My favorites? Nos. 1,5,6,7,8,13, and 14.

Bach's music is so intricate yet so simple I can't help but try to understand it. So vital I can't be without it. And so emotional I want to sit down and cry... ~W. Frederick Yohe

PostPosted: Mon Jul 10, 2006 8:45 am
by Stretto
Thanks for the suggestions and posting your favorites! I actually decided not to work on any Bach 2 Pt. Inventions afterall, but that's not to say I won't come back to them sometime. Also, I may do some other Bach pieces sometime so I will keep your ideas in mind.

At the time I posted a thread or two in this forum, I didn't have any sense of direction in what pieces I would like to work on. I mentioned I have several books sitting around not having done many of the pieces out of them that I should dust the covers off and try to learn. However, where to start? So I thought, Bach 2 Pt. Inventions would be a good starting point. But after listening to them and playing through some to see how they sounded, I decided I really only liked #13 and #14, while the rest, well, just seem "o.k.", not so say a person shouldn't know how to play them. But I decided to move onto something else.

I looked through all my other books and fiddled around with some of the pieces but could never settle on what to work on. Nothing just jumped out at me. I probably need to do a lot more listening to music to find some pieces I would really like to play.

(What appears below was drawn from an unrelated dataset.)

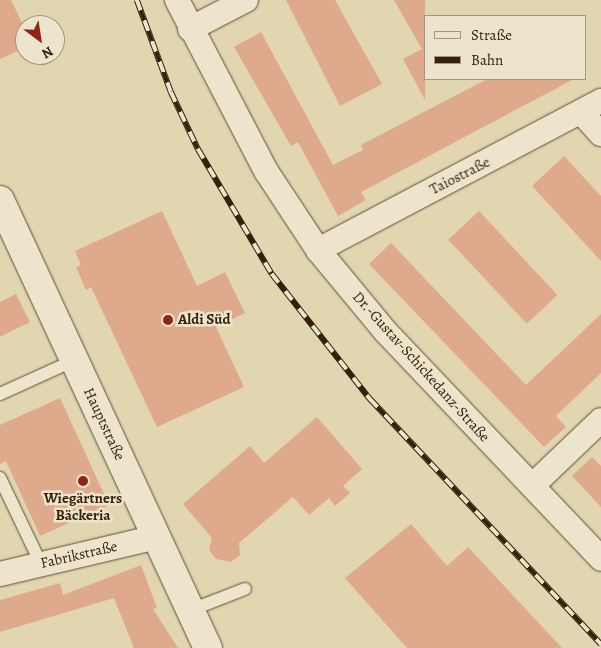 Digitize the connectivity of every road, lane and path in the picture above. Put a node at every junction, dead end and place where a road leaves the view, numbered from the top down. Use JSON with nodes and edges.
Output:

But even then there are some pieces that are nice to listen to but maybe not so nice to play! :laugh:

I have learned a lot in my quest of trying to find some direction in what music I should be working on. I've learned more about what music really appeals to me and what doesn't. I had actually even questioned "do I even really like piano music at all?" and "do I really even like playing the piano?" :D I really do love music and learning about music, but I had questioned, "am I really into the piano as much as I thought I was?"

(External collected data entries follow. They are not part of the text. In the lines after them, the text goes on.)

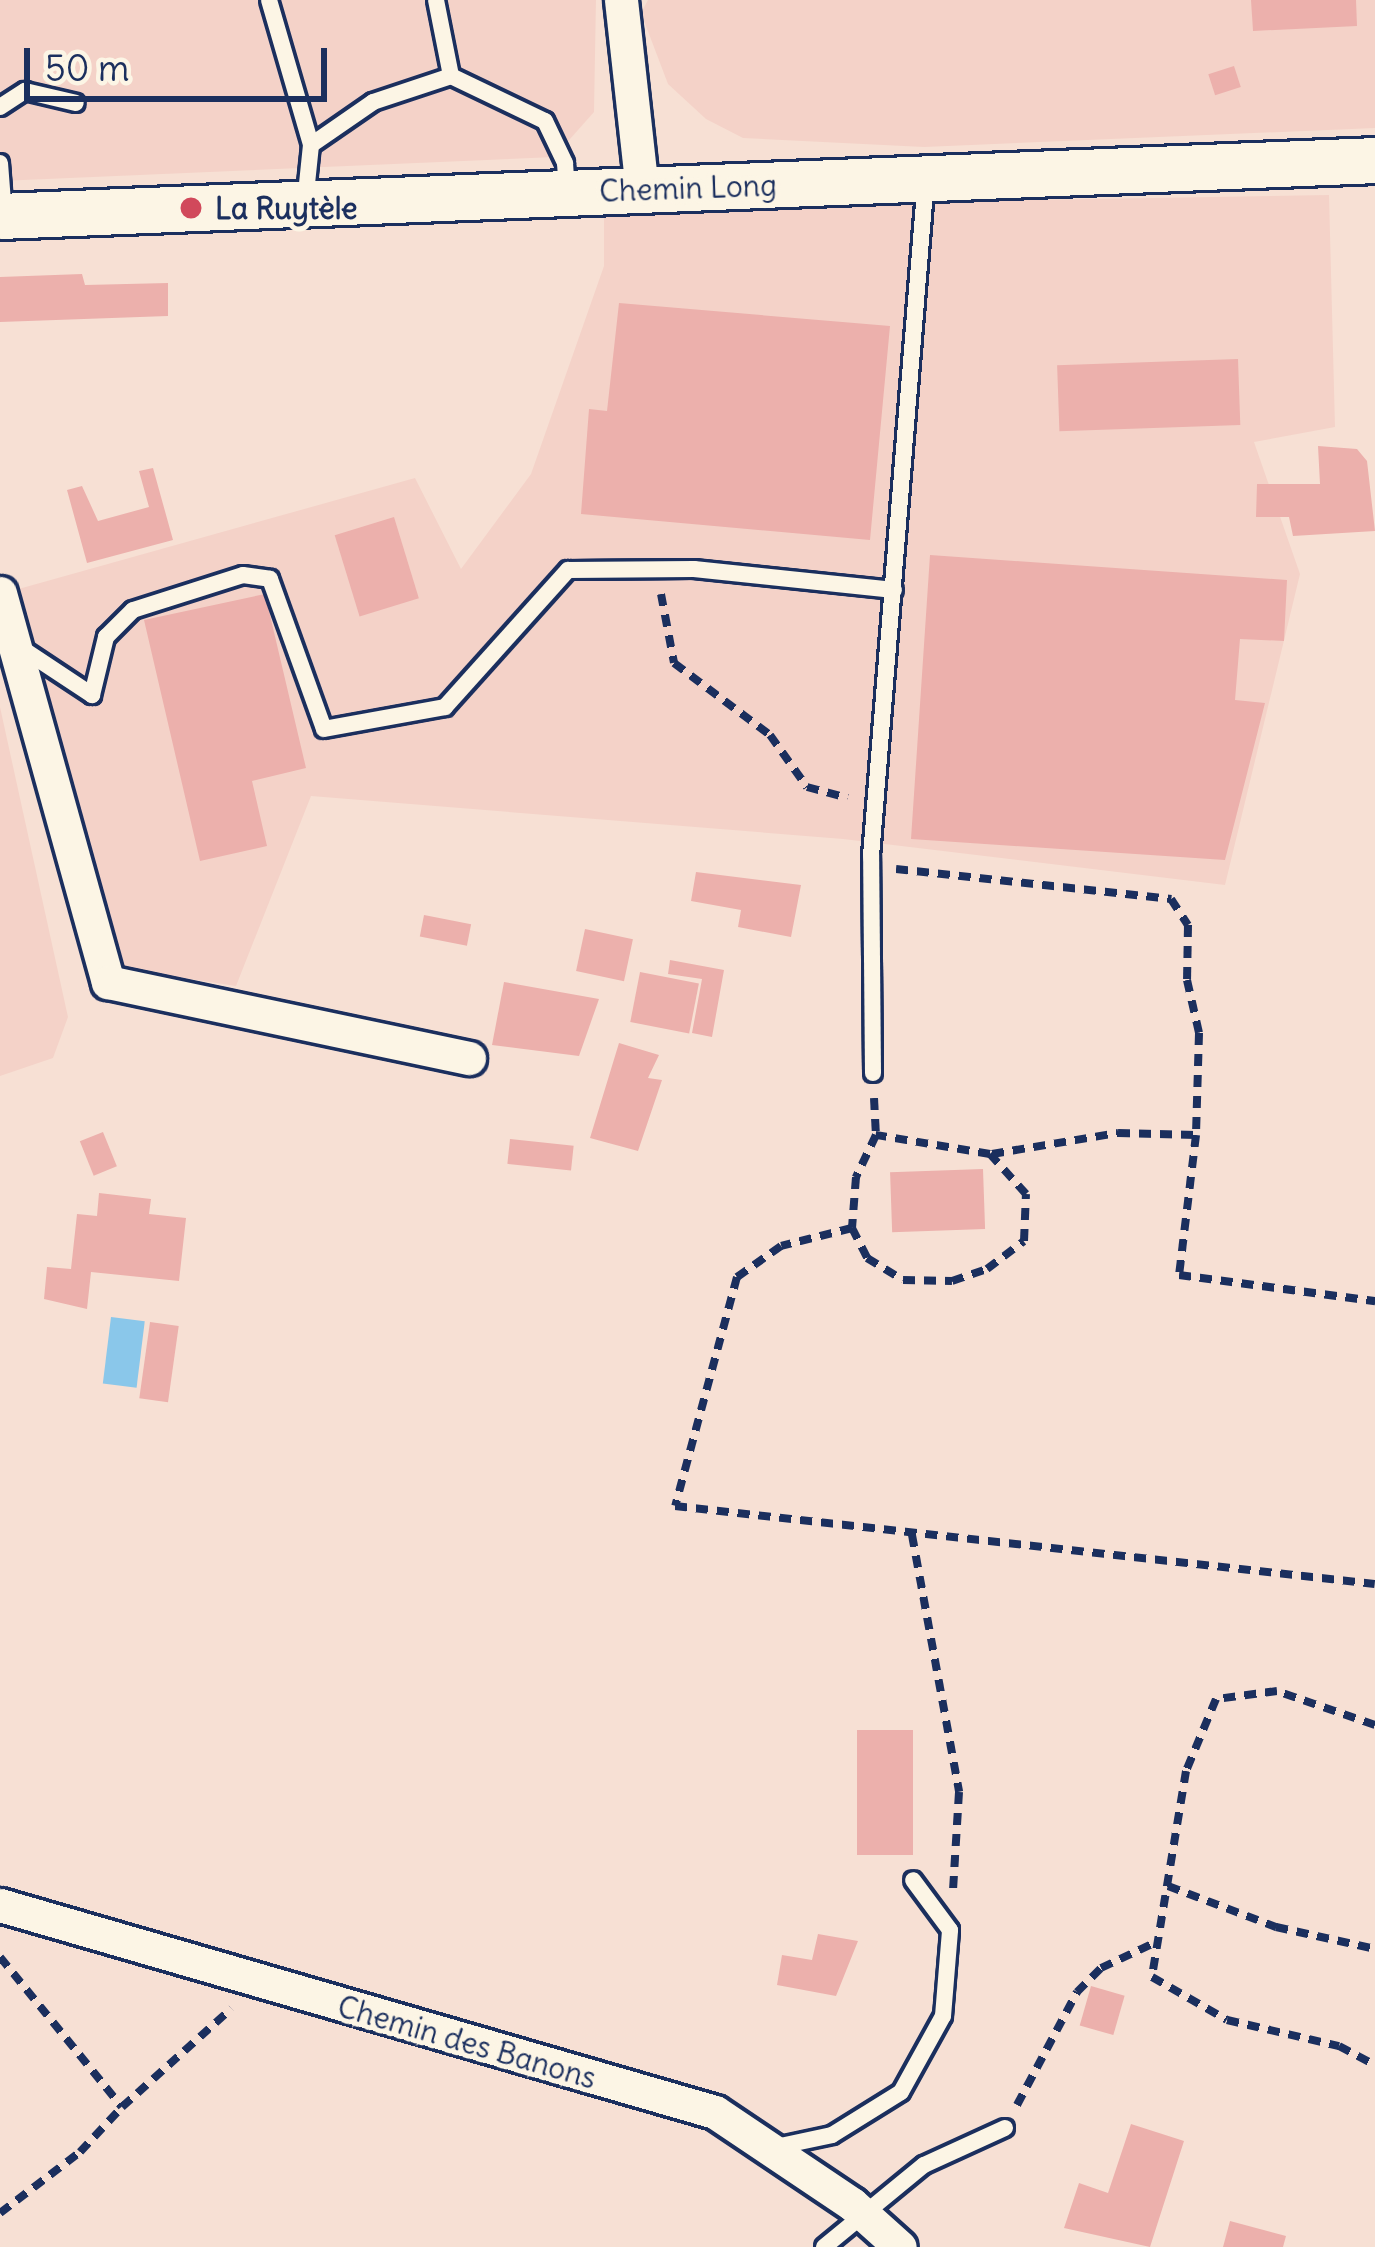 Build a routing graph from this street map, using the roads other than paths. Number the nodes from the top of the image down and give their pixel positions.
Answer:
1 (269, 0) edge
2 (436, 0) edge
3 (621, 0) edge
4 (451, 76) junction
5 (76, 103) dead end
6 (0, 107) edge
7 (311, 145) junction
8 (1375, 160) edge
9 (0, 164) edge
10 (927, 178) junction
11 (642, 190) junction
12 (567, 193) junction
13 (304, 204) junction
14 (2, 216) edge
15 (894, 590) junction
16 (0, 593) edge
17 (12, 643) junction
18 (469, 1058) dead end
19 (873, 1073) road end
20 (913, 1880) dead end
21 (0, 1905) edge
22 (1005, 2128) road end
23 (770, 2149) junction
24 (858, 2213) junction
25 (824, 2247) edge
26 (900, 2247) edge

1 - 7 lane
2 - 4 lane
3 - 11 street
4 - 7 lane
4 - 12 lane
5 - 6 lane
7 - 13 lane
8 - 10 main road, Chemin Long
9 - 14 lane
10 - 11 main road, Chemin Long
10 - 15 lane
11 - 12 main road, Chemin Long
12 - 13 main road, Chemin Long
13 - 14 main road, Chemin Long
15 - 17 lane
15 - 19 lane
16 - 17 street
17 - 18 street
20 - 23 lane
21 - 23 street, Chemin des Banons
22 - 24 lane
23 - 24 street, Chemin des Banons
24 - 25 lane
24 - 26 street, Chemin des Banons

I did keep gravitating back to simple pieces I have in a few books that I really like. But I would still like to do some things a little more complex and challenging just not sure what.

After years of going without having a piano teacher myself, I finally started taking lessons again and that's the best thing I could have done musically and should have had a teacher all along. I got a teacher primarly for the purpose of helping me improve and advance my technique. But some of the secondary reasons I started lessons again is to help stay on track and provide a sense of direction.

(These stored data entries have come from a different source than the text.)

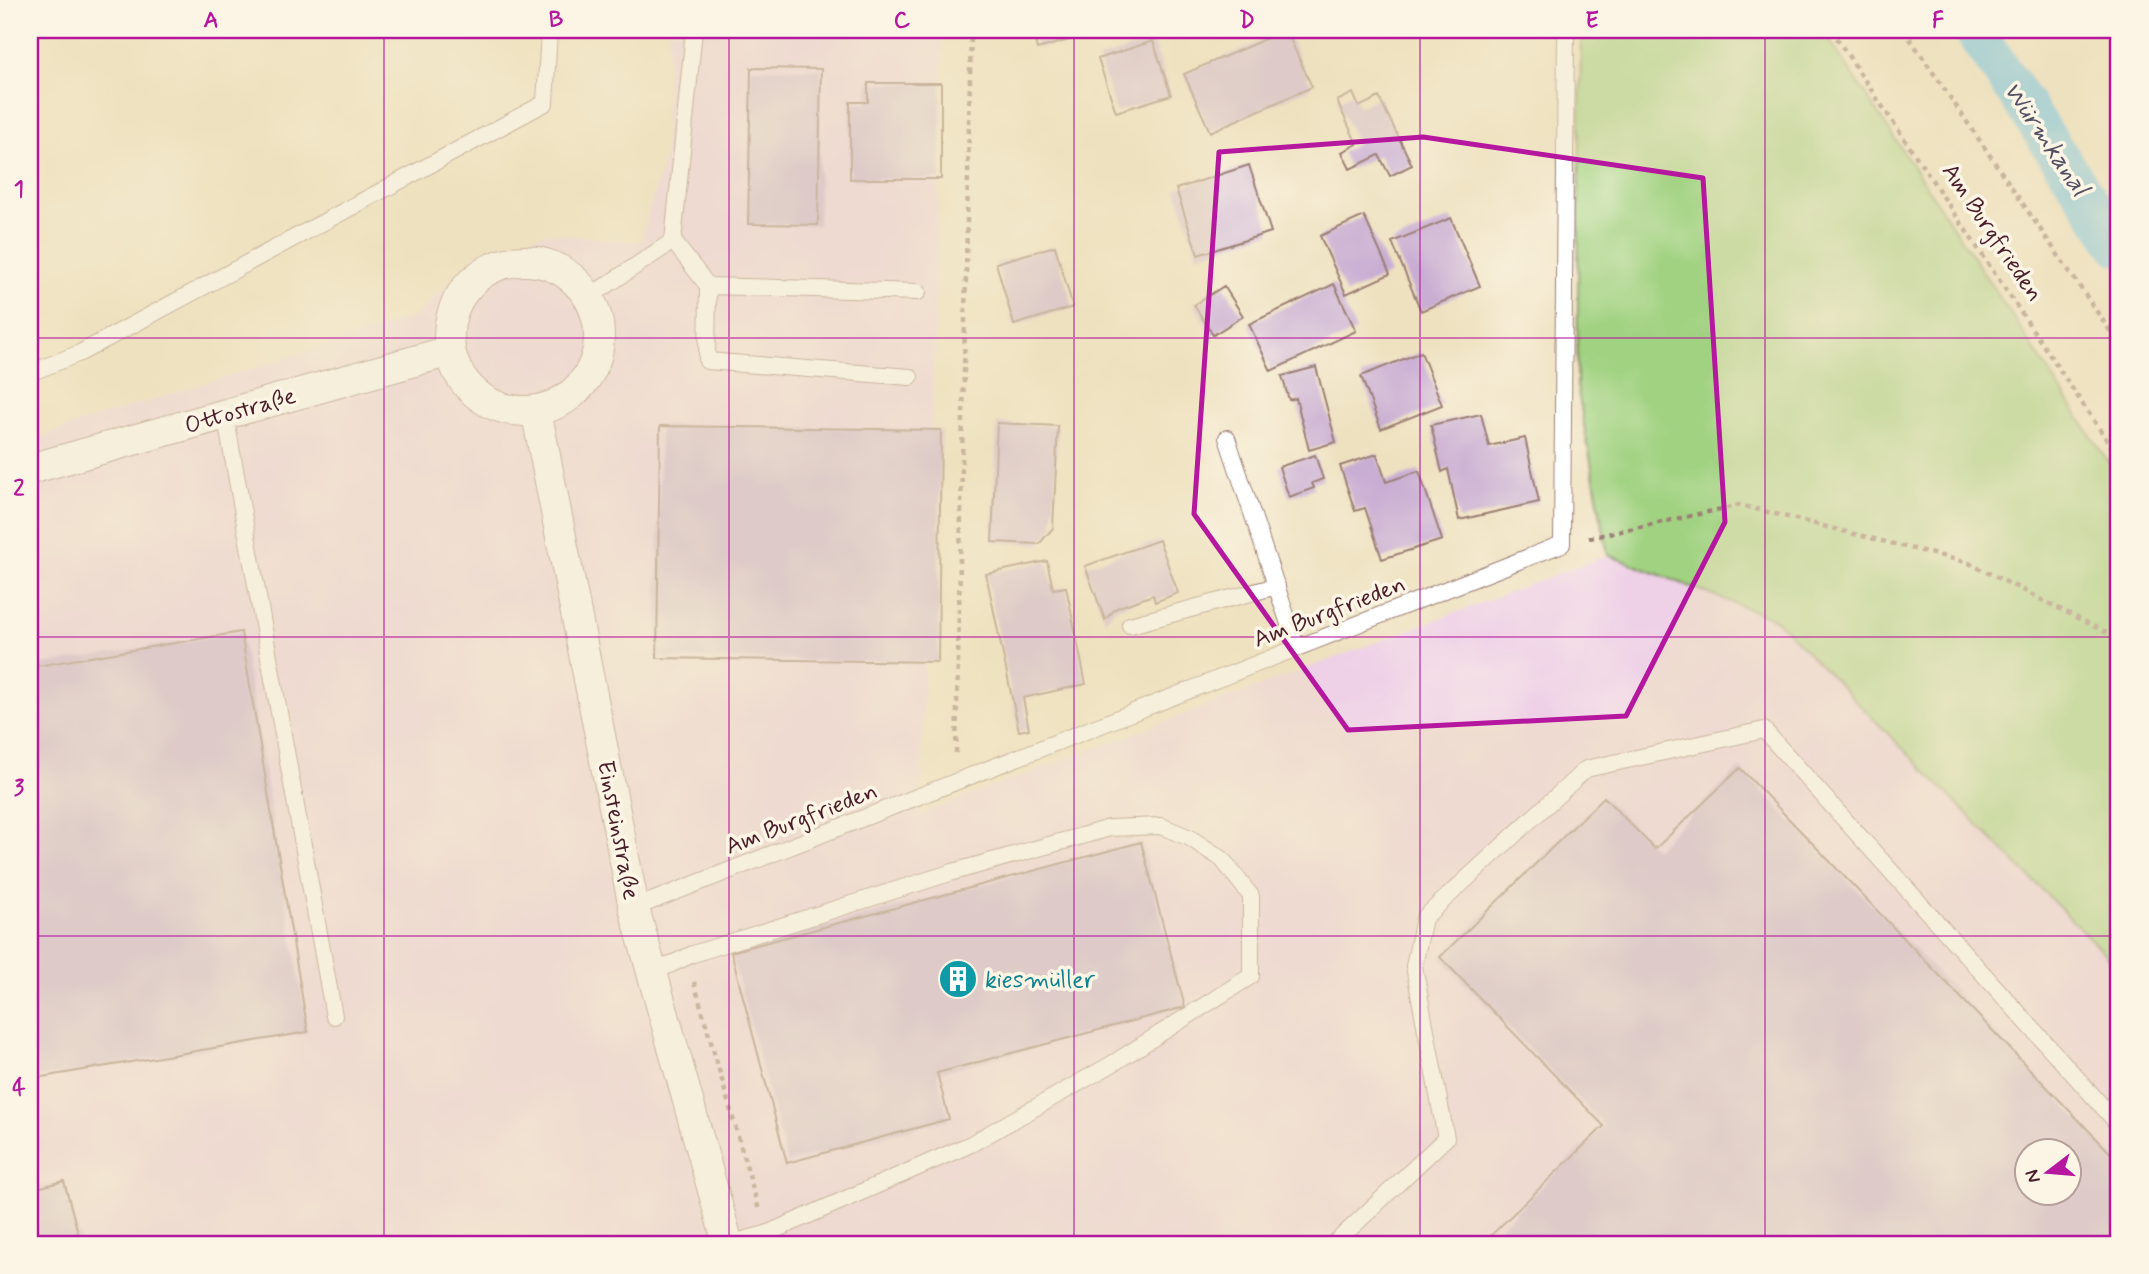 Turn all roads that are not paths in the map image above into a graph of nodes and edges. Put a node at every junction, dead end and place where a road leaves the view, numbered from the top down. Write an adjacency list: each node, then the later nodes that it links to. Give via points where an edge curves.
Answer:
1 (549, 30): 9 (lane, via 545,103 80,353)
2 (694, 30): 4 (lane)
3 (1566, 30): 17 (lane, Am Burgfrieden, via 1562,544)
4 (673, 241): 5 (lane); 7 (lane)
5 (708, 286): 6 (lane); 10 (lane, via 707,361)
6 (918, 292)
7 (589, 297): 8 (street, via 562,270 539,261 514,260 490,267 469,282 455,303 448,327); 11 (street, via 600,332 597,357 586,380 568,397)
8 (450, 351): 11 (street, via 458,374 475,394 496,407); 12 (street, Ottostraße)
9 (30, 373)
10 (910, 377)
11 (536, 410): 18 (street, Einsteinstraße)
12 (225, 414): 14 (street, Ottostraße); 20 (lane)
13 (1227, 438): 15 (lane)
14 (30, 469)
15 (1277, 586): 16 (lane); 17 (lane)
16 (1130, 625)
17 (1297, 648): 18 (lane, Am Burgfrieden)
18 (634, 908): 19 (street, Einsteinstraße)
19 (652, 973): 22 (street, Einsteinstraße); 22 (lane, via 719,946 1110,828 1161,826 1190,838 1222,859 1251,896 1251,976 1112,1064 971,1144 766,1234)
20 (334, 1016)
21 (2119, 1125): 23 (lane, via 1764,730 1586,769 1424,918 1414,966 1446,1138)
22 (728, 1244)
23 (1334, 1244)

I've just been taking lessons again for about 2 or 3 months but my teacher already helps inspire me. I told her I wanted to back track a ways and start off from a little easier point so I could concentrate on technique without struggling to learning notes for now. I thought I liked simpler music but now after doing simple music, I've gotten a hankering for something more difficult! :laugh:

Well, I said all this again to explain that I started these threads in the repertoire forum when I was trying to find a sense of direction of where to go on learning music. Unless an individual trying to learn on their own has a clear idea of how they want to go about learning and what they want to learn musically, I would highly recommend finding a good teacher. A good teacher helps guide and inspire.

Now I've had this melody in my head for a few days from some work but I can't think of what work it's from. I do know that if I figure out what it's from, I definitely want to learn it! I know it's something famous and I should know the name but . . . I'm going to play the parts of the melody for my teacher at my lesson and see if she recognizes what it might be. I'll post back if I figure it out.